Work item
Each record is to be given again without alteration.

Raw data
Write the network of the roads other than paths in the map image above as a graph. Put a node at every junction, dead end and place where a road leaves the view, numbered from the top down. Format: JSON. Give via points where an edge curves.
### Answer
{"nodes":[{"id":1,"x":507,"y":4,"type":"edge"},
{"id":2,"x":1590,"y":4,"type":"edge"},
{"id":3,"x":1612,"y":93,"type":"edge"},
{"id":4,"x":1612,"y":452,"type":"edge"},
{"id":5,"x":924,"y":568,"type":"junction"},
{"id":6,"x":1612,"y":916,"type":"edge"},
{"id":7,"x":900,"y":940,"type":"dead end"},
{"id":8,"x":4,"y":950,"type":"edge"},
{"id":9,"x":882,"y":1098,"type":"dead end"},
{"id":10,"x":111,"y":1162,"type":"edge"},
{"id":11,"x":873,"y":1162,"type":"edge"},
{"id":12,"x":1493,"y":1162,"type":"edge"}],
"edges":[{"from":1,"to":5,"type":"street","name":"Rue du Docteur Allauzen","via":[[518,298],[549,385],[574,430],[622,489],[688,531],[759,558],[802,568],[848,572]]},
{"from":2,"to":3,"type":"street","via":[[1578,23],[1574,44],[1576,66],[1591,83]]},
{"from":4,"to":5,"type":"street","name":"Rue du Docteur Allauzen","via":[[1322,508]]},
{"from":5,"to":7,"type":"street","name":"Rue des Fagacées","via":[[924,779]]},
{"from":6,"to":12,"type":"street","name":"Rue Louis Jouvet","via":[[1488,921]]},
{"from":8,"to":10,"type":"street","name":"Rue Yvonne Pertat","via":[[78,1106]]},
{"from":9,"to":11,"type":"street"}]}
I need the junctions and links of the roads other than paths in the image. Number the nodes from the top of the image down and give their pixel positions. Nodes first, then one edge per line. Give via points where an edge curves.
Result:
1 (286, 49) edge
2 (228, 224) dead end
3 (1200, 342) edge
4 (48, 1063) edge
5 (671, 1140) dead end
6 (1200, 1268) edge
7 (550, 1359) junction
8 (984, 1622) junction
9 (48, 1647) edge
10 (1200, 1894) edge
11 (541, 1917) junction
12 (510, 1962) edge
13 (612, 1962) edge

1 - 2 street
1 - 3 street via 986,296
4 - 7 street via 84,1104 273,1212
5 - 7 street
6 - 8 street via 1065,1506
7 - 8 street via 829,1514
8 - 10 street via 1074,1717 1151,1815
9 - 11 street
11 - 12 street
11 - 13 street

Task solution
Write the network of the roads other than paths in the map image above as a graph. Put a node at every junction, dead end and place where a road leaves the view, numbered from the top down. Format: JSON. Give via points where an edge curves.
### Answer
{"nodes":[{"id":1,"x":507,"y":4,"type":"edge"},
{"id":2,"x":1590,"y":4,"type":"edge"},
{"id":3,"x":1612,"y":93,"type":"edge"},
{"id":4,"x":1612,"y":452,"type":"edge"},
{"id":5,"x":924,"y":568,"type":"junction"},
{"id":6,"x":1612,"y":916,"type":"edge"},
{"id":7,"x":900,"y":940,"type":"dead end"},
{"id":8,"x":4,"y":950,"type":"edge"},
{"id":9,"x":882,"y":1098,"type":"dead end"},
{"id":10,"x":111,"y":1162,"type":"edge"},
{"id":11,"x":873,"y":1162,"type":"edge"},
{"id":12,"x":1493,"y":1162,"type":"edge"}],
"edges":[{"from":1,"to":5,"type":"street","name":"Rue du Docteur Allauzen","via":[[518,298],[549,385],[574,430],[622,489],[688,531],[759,558],[802,568],[848,572]]},
{"from":2,"to":3,"type":"street","via":[[1578,23],[1574,44],[1576,66],[1591,83]]},
{"from":4,"to":5,"type":"street","name":"Rue du Docteur Allauzen","via":[[1322,508]]},
{"from":5,"to":7,"type":"street","name":"Rue des Fagacées","via":[[924,779]]},
{"from":6,"to":12,"type":"street","name":"Rue Louis Jouvet","via":[[1488,921]]},
{"from":8,"to":10,"type":"street","name":"Rue Yvonne Pertat","via":[[78,1106]]},
{"from":9,"to":11,"type":"street"}]}
I need the junctions and links of the roads other than paths in the image. Number the nodes from the top of the image down and give their pixel positions. Nodes first, then one edge per line. Give via points where an edge curves.
Result:
1 (286, 49) edge
2 (228, 224) dead end
3 (1200, 342) edge
4 (48, 1063) edge
5 (671, 1140) dead end
6 (1200, 1268) edge
7 (550, 1359) junction
8 (984, 1622) junction
9 (48, 1647) edge
10 (1200, 1894) edge
11 (541, 1917) junction
12 (510, 1962) edge
13 (612, 1962) edge

1 - 2 street
1 - 3 street via 986,296
4 - 7 street via 84,1104 273,1212
5 - 7 street
6 - 8 street via 1065,1506
7 - 8 street via 829,1514
8 - 10 street via 1074,1717 1151,1815
9 - 11 street
11 - 12 street
11 - 13 street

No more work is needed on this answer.